IndexManagers for atom slicing

dwhswenson commented 4 years ago

As I mentioned when atom slicing was first introduced, the extra code for atom slicing showed that there's a separation of concerns issue in the design -- we really need a separate class to manage indexing. In fact, I think the even better thing is to move all the caching of indices into a separate class just for that. This means also moving the residue_ignore_atom_idxs and residue_query_atom_idxs out of the main ContactObject class, too.

Overall, this PR removes a lot of things from the ContactObject API. However, all of these things will still be available under contact_object.indexer (with a few minor changes to usage):

Changes to the public API (as documented in, e.g., the ContactFrequency docs)
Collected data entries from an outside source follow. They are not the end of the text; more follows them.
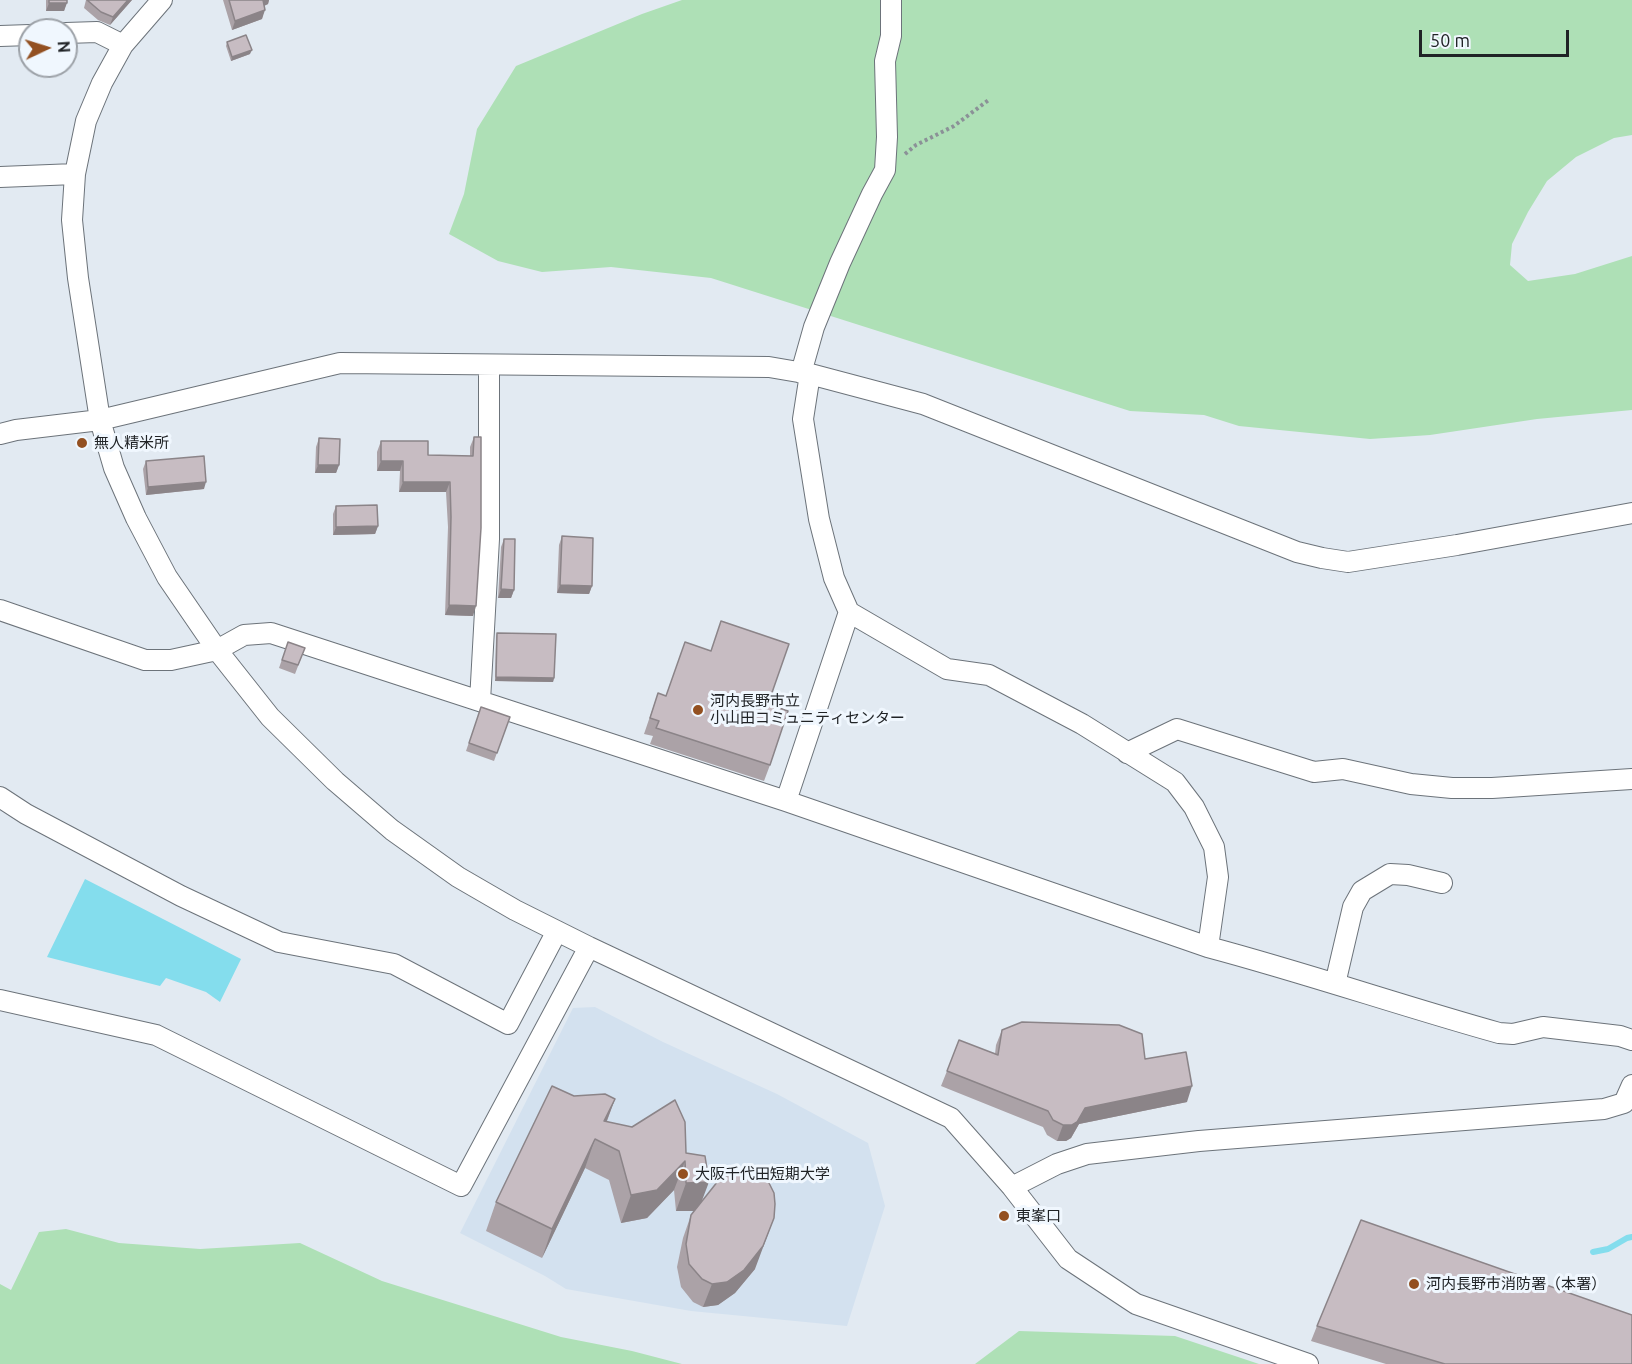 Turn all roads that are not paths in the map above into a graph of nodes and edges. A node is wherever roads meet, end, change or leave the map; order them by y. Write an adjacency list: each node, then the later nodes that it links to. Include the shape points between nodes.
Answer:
1 (162, 0): 6 (street)
2 (891, 0): 10 (street, via 891,36 885,61 885,170 814,327)
3 (78, 33): 6 (street, via 97,32)
4 (18, 35): 5 (street)
5 (0, 36)
6 (123, 45): 7 (street, via 86,121)
7 (75, 174): 8 (street); 11 (street, via 72,220)
8 (0, 177)
9 (489, 365): 10 (street, via 769,367); 11 (street, via 340,363); 17 (street, via 489,540)
10 (806, 374): 13 (street, via 923,404 1297,552 1322,558 1348,562); 15 (street, via 803,419 819,519 834,578)
11 (100, 420): 12 (street); 16 (street, via 114,468 136,518 167,577)
12 (0, 434)
13 (1632, 513)
14 (0, 610): 16 (street, via 145,660 171,660)
15 (849, 612): 18 (street, via 947,669 989,675 1082,724); 21 (street)
16 (217, 650): 17 (street, via 244,635 271,633); 23 (street, via 270,717 392,830 458,877)
17 (480, 701): 21 (street)
18 (1127, 753): 19 (street, via 1177,729 1314,772 1343,769 1411,784 1492,788); 25 (street, via 1175,782 1194,807 1214,847 1218,877)
19 (1632, 779)
20 (0, 797): 23 (street, via 181,896 279,942 394,964 508,1024)
21 (786, 801): 25 (street)
22 (1442, 883): 26 (street, via 1390,874 1362,891 1353,907)
23 (557, 931): 24 (street)
24 (589, 947): 27 (street, via 461,1186 156,1035); 30 (street, via 951,1118)
25 (1208, 947): 26 (street)
26 (1335, 984): 28 (street, via 1499,1034 1542,1027)
27 (0, 1000)
28 (1632, 1040)
29 (1632, 1085): 30 (street, via 1624,1103 1604,1109 1199,1141 1087,1154)
30 (1012, 1187): 31 (street, via 1068,1259 1136,1304)
31 (1308, 1364) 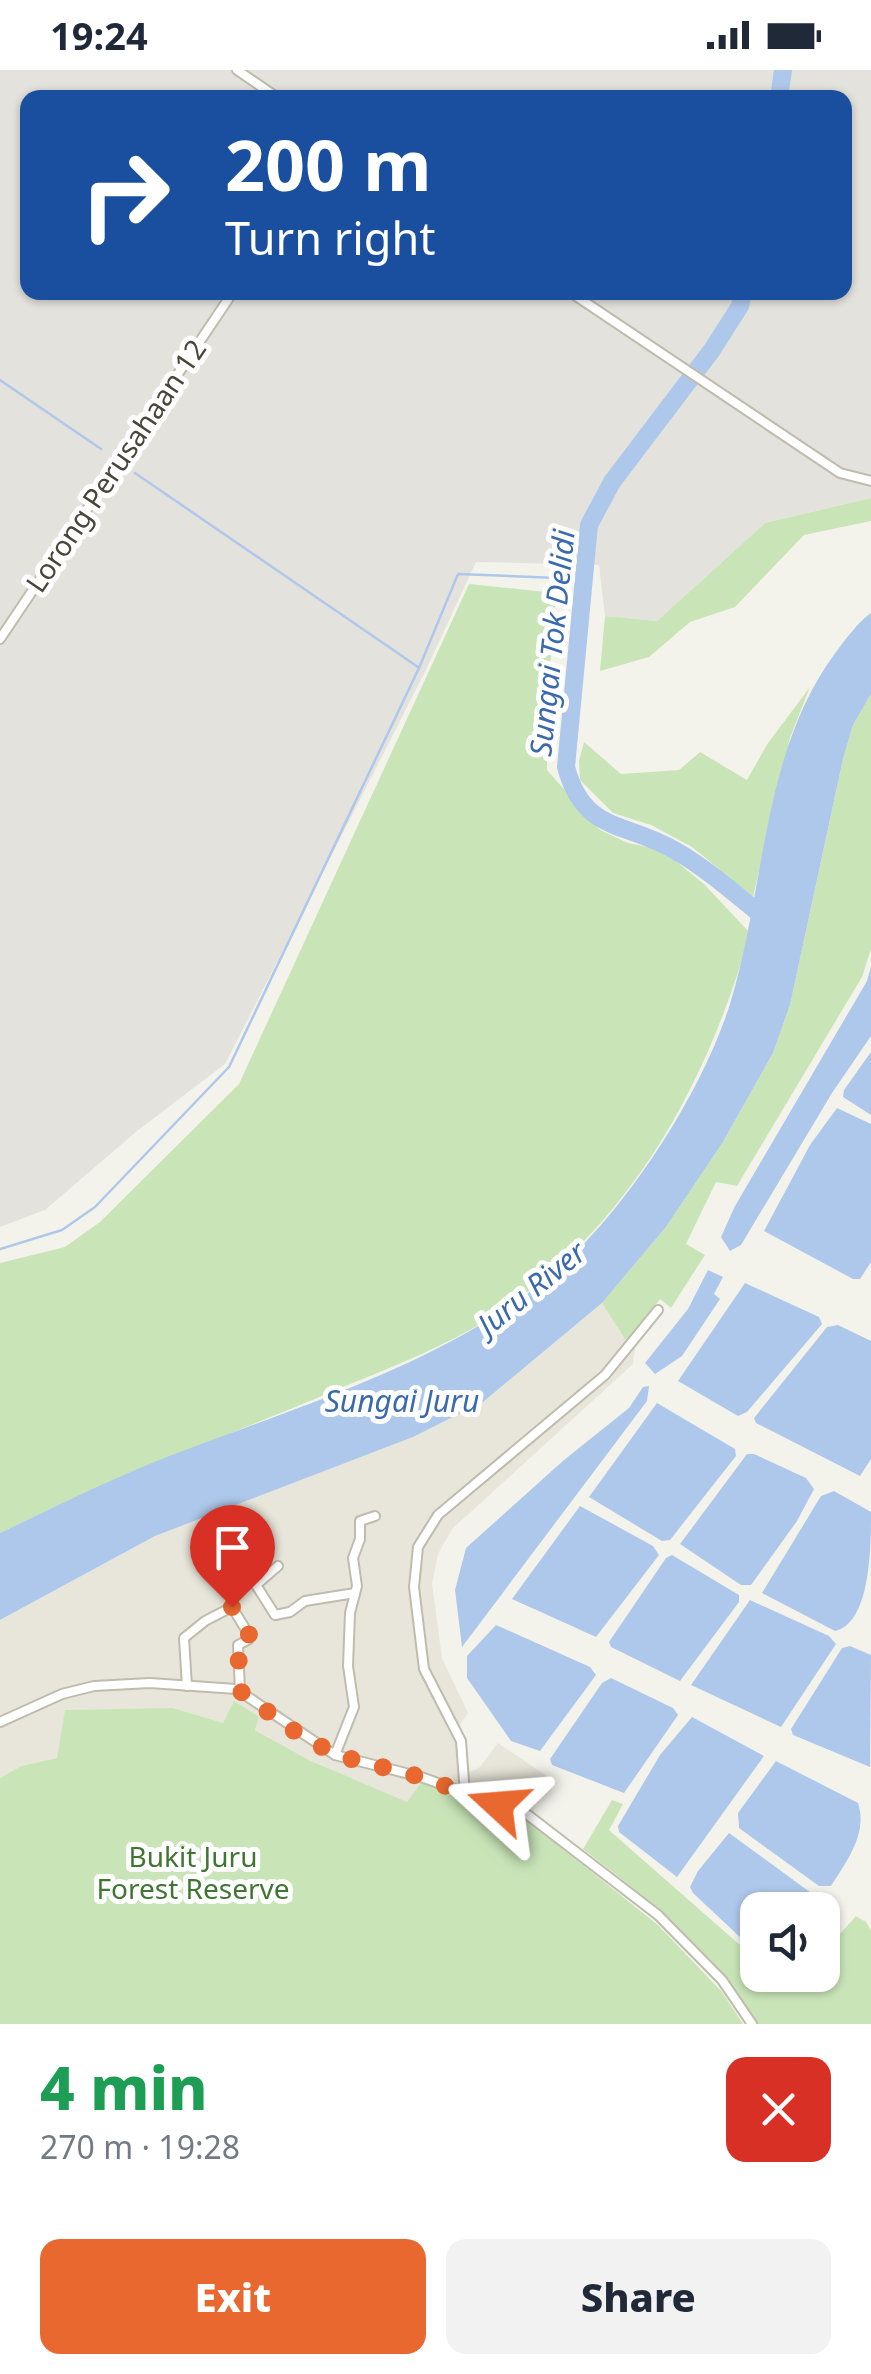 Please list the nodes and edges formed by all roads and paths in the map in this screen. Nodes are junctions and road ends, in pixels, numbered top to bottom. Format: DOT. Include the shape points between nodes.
graph roads {
  1 [pos="237,70"];
  2 [pos="266,90"];
  3 [pos="228,300"];
  4 [pos="582,300"];
  5 [pos="871,481"];
  6 [pos="0,639"];
  7 [pos="658,1310"];
  8 [pos="375,1516"];
  9 [pos="278,1566"];
  10 [pos="355,1593"];
  11 [pos="187,1686"];
  12 [pos="240,1691"];
  13 [pos="0,1722"];
  14 [pos="336,1755"];
  15 [pos="465,1794"];
  16 [pos="752,2024"];
  1 -- 2 [label="street"];
  3 -- 6 [label="street, Lorong Perusahaan 12"];
  4 -- 5 [label="street" via="840,473"];
  7 -- 15 [label="street" via="604,1375 438,1515 418,1547 414,1586 424,1669 460,1741"];
  8 -- 10 [label="street" via="360,1521"];
  9 -- 10 [label="street" via="256,1585 275,1615 306,1601"];
  10 -- 14 [label="street" via="348,1666 354,1707"];
  11 -- 12 [label="street"];
  11 -- 12 [label="street" via="184,1638 232,1607 249,1634 238,1645"];
  11 -- 13 [label="street" via="94,1686"];
  12 -- 14 [label="street"];
  14 -- 15 [label="street"];
  15 -- 16 [label="street" via="528,1815 632,1895 722,1980"];
} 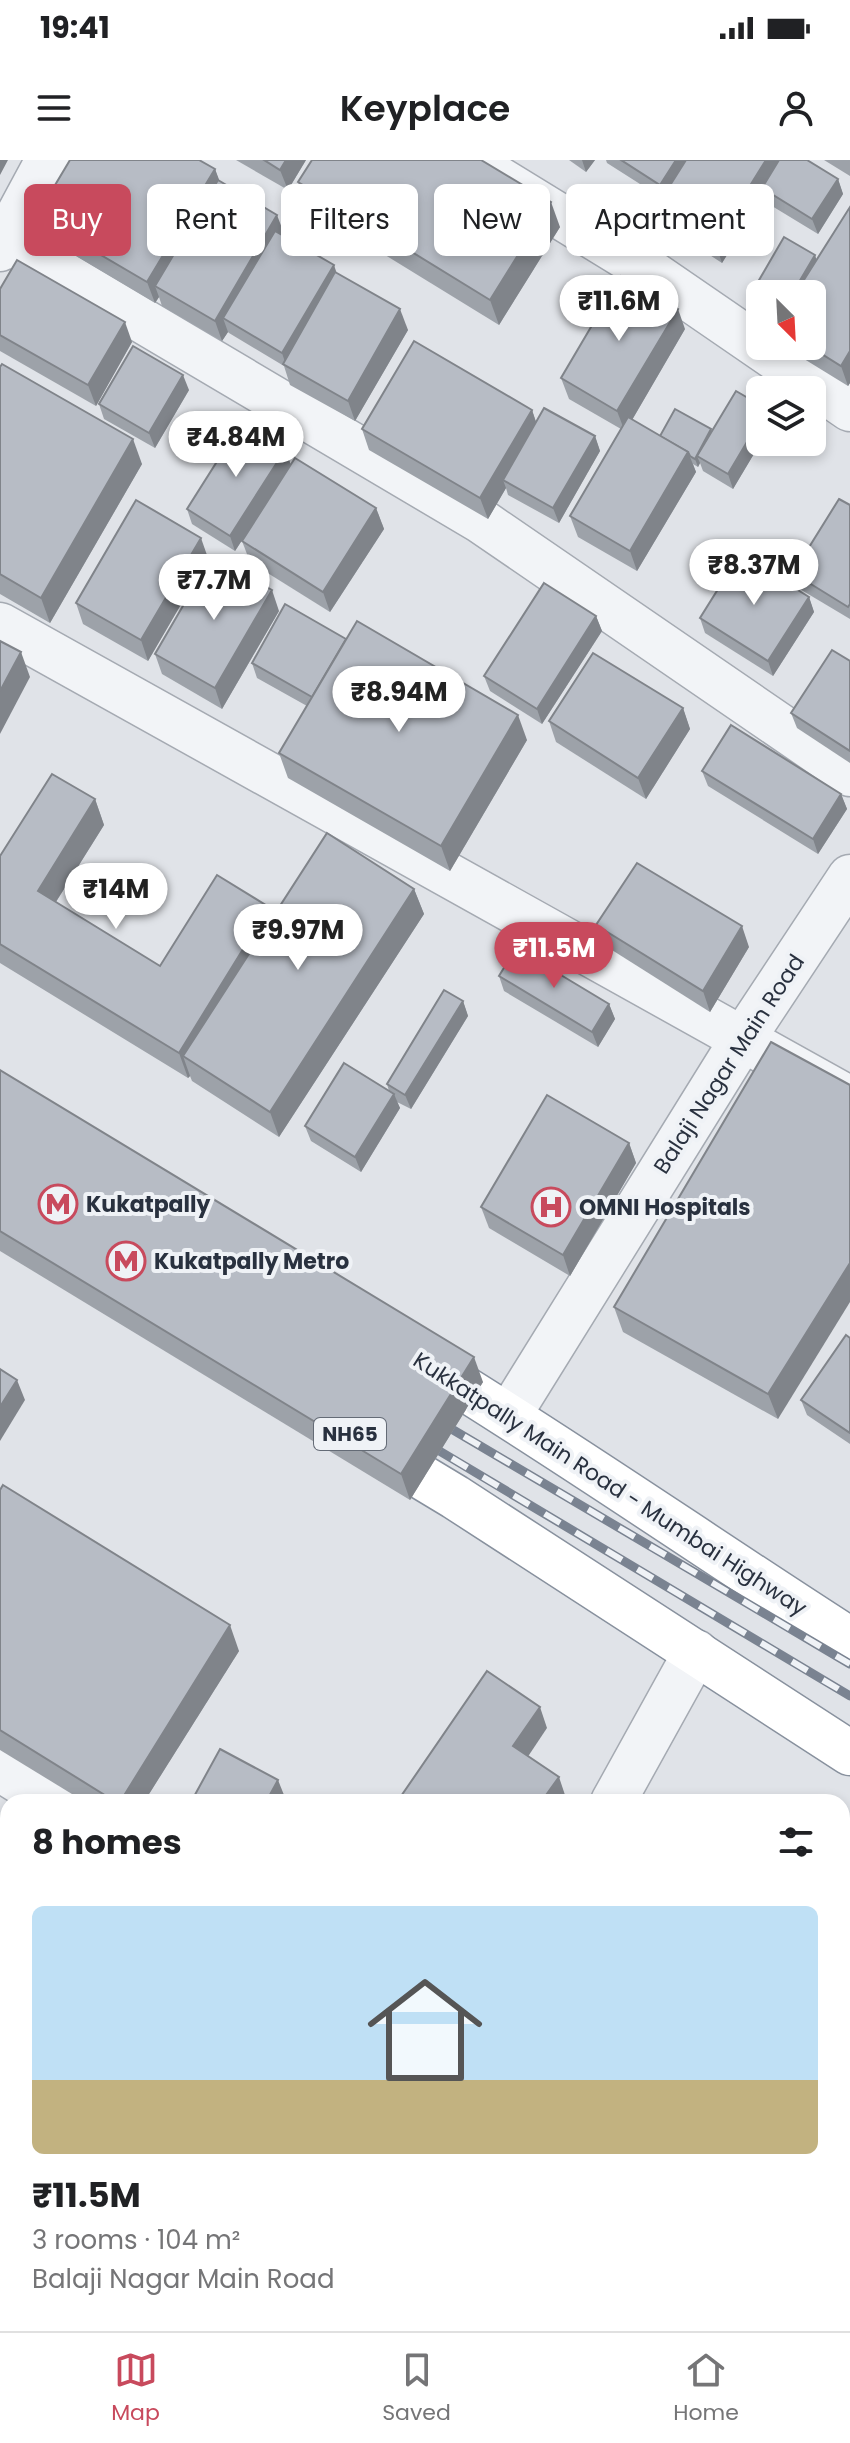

idx_to_s_idx(): Now a dict called indexer.sliced_idx
s_idx_to_idx(): Now a dict called indexer.real_idx
convert_atom_contacts() => indexer.convert_atom_contacts()
slice_trajectory() => indexer.slice_trajectory()
residue_query_atom_idxs => indexer.residue_query_atom_idxs
residue_ignore_atom_idxs => _residue_ignore_atom_idxs (in the ContactObject, but private API)

These aren't really user-facing in the same way that, e.g., atom_contacts is. They're more about the internals (although they can be useful for sanity checks). I think this makes a more coherent and readable API. Similarly, I think it would be good to move contact_map private, but that's for another PR.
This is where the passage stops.